Nuno Morgado considera mesmo que o momento traz oportunidades, “porque a economia [britânica] vai absorver com muito carinho a entrada de outras empresas”. E lembra: “É muito mais estável aquele país do que muitos países africanos onde a gente continua a fazer investimentos malucos”, enquanto as “diferenças em termos de margens são abissais”. Por exemplo, “uma porta, em preço médio de mercado, tem um valor três vezes superior, uma caldeira a mesma coisa”.
“Reagir com maior oferta”. Em Alcobaça, a cerâmica Arfai exporta 30% da produção para o Reino Unido.
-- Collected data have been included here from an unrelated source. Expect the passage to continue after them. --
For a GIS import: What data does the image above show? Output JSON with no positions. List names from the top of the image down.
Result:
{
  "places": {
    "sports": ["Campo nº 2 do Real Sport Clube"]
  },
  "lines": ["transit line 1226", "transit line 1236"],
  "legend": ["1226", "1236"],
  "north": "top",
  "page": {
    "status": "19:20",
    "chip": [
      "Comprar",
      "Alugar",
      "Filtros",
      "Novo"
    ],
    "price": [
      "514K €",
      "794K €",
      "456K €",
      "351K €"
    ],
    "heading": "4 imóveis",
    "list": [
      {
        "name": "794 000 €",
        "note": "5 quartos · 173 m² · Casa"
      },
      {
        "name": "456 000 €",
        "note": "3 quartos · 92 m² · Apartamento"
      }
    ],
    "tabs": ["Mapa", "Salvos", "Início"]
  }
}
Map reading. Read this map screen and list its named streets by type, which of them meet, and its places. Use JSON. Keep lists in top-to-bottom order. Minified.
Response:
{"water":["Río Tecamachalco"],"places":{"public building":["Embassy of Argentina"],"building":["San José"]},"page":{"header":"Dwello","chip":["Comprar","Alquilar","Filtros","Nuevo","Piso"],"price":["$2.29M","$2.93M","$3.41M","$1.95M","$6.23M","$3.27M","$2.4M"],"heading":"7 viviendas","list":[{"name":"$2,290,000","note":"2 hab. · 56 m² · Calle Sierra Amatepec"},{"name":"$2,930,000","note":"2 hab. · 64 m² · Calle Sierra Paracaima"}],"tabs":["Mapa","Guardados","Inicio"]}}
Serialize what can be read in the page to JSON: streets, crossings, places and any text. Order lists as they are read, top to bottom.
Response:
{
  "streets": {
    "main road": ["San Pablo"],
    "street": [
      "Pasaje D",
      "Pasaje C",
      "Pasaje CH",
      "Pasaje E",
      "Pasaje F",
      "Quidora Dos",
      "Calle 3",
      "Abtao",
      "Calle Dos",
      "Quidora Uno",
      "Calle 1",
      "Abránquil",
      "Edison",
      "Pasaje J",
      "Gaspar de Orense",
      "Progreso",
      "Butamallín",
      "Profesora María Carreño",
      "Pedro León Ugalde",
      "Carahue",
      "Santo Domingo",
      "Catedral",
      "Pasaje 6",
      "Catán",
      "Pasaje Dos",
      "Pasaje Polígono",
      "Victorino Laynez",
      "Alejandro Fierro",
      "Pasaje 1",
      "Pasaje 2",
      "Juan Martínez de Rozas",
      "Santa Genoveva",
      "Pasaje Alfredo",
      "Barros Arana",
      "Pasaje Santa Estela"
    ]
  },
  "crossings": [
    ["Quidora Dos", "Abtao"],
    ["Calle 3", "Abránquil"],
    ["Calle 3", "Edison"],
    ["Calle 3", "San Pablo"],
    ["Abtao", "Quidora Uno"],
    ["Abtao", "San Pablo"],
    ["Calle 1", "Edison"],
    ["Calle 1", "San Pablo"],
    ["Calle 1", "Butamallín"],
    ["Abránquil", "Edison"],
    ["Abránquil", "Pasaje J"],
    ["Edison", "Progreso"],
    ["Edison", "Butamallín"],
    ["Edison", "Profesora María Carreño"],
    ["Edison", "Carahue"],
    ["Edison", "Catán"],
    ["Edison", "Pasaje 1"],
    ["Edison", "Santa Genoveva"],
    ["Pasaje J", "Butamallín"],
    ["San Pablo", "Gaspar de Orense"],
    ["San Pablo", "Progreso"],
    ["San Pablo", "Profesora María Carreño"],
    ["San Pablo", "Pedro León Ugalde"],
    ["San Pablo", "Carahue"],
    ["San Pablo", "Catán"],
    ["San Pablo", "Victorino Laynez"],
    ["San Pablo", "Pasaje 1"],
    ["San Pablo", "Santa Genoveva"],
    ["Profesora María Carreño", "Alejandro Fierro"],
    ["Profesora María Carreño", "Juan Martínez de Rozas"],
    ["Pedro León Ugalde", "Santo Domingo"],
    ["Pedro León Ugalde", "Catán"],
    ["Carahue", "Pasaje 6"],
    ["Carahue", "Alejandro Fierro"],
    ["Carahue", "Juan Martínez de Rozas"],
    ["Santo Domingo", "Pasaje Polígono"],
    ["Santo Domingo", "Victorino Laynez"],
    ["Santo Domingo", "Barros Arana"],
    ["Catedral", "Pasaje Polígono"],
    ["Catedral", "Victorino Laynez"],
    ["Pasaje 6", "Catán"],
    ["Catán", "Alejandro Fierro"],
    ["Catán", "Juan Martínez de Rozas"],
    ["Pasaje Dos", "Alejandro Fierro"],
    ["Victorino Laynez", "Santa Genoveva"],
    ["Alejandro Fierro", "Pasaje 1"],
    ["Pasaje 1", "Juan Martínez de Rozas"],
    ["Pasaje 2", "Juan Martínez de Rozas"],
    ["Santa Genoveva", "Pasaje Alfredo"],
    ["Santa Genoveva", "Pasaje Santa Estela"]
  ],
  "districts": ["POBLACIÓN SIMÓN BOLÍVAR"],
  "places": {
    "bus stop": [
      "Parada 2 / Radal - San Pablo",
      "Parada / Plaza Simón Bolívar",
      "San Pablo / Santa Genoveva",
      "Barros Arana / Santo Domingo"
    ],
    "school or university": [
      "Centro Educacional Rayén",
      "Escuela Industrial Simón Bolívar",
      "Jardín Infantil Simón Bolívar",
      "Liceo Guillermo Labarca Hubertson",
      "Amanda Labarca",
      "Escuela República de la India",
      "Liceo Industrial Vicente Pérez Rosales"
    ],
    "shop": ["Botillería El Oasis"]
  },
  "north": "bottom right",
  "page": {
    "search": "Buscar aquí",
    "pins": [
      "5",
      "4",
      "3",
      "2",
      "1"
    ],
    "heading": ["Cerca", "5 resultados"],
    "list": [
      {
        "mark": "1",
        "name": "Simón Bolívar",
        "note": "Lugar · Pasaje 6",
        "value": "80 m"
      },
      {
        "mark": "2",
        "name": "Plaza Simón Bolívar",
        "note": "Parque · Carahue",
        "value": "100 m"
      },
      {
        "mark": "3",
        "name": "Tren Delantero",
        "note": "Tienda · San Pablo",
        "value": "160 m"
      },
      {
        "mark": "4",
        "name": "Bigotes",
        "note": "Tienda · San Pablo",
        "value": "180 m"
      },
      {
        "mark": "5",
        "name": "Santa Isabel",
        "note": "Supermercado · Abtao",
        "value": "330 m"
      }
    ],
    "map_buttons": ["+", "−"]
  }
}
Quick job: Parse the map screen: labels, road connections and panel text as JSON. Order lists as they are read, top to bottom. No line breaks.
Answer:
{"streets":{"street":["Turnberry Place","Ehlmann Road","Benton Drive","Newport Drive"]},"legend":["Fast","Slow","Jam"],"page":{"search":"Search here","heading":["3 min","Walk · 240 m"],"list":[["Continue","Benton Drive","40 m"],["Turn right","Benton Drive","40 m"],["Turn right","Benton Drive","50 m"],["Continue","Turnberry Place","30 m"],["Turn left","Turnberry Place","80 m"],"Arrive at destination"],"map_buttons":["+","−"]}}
A administração tem estado atenta e a agir preventivamente. “Através da inclusão de novos parceiros e da pulverização do percentual vendido por forma a diminuir o risco”, explica Carla Moreira. “Estamos a efectuar visitas ao mercado e clientes mais regulares e procuramos estar muito atentos a qualquer pequena movimentação dos nossos parceiros. Estamos igualmente a reagir com maior oferta de produtos e com maior frequência do que a habitual por forma a colmatar uma eventual descida no volume de compras”.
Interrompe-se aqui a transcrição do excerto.